Despite the various exotic settings, anyone who has had a go at a long-term relationship will be able to relate to Janna's musings, to their attempts to "schedule" sex, to the way they grate on each other's nerves and then miss the other when they are apart. Those looking for a travel memoir should be satisfied, too, although Janna only goes into detail on a fraction of the ports they landed in. I think this was a good choice -- I would rather have fewer experiences in depth than feel as if we were skimming the surface of all of them. But the setting I loved most was the boat itself, the descriptions of the open water and the weather and night watches. This is a foreign location more intriguing to me than any other country in the world.
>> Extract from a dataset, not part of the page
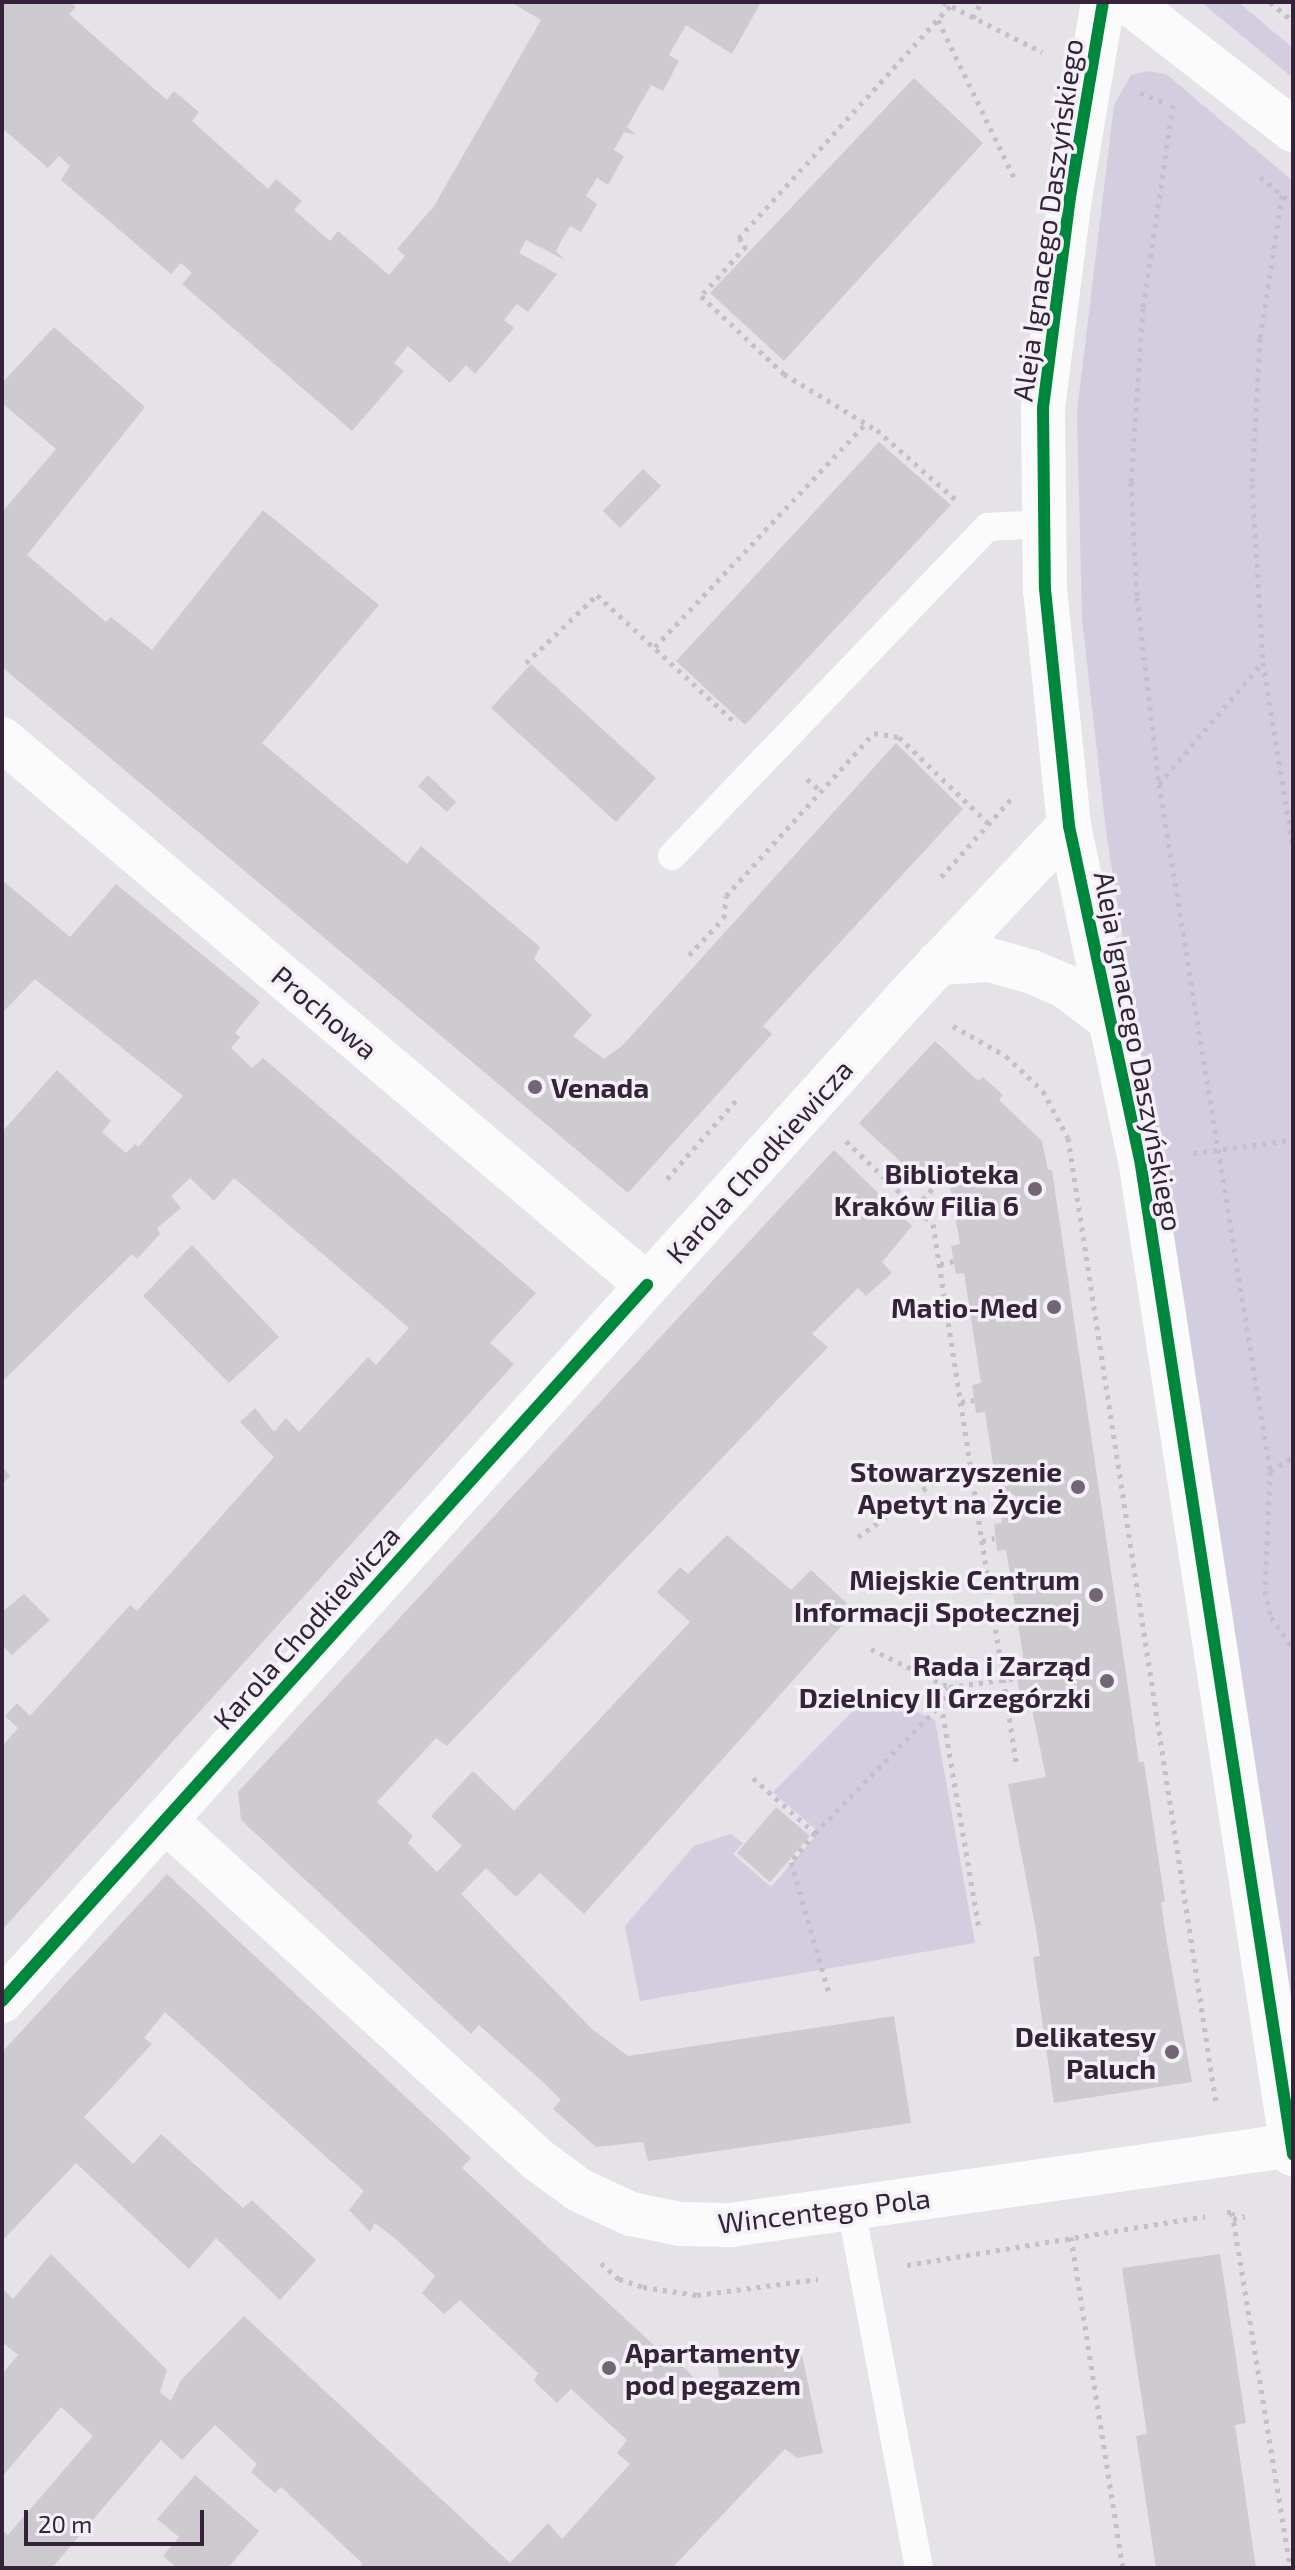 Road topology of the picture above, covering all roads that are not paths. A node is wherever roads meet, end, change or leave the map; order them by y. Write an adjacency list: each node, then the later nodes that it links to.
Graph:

Although I found myself constantly wanting to dive into this book at the beginning, it did start to feel a little long around the halfway point, and the whole thing might get a little trying if you don't like Janna's writing "voice." At times it felt unpolished, but that also added to its charm for me. It felt like an in-the-moment travel log rather than a refined reflection full of "perspective."

If you read and enjoyed this one, I definitely recommend "Small Boat, Big Waves" (mentioned above), which takes the next step and explores not only sailing as a married couple, but as parents of young children.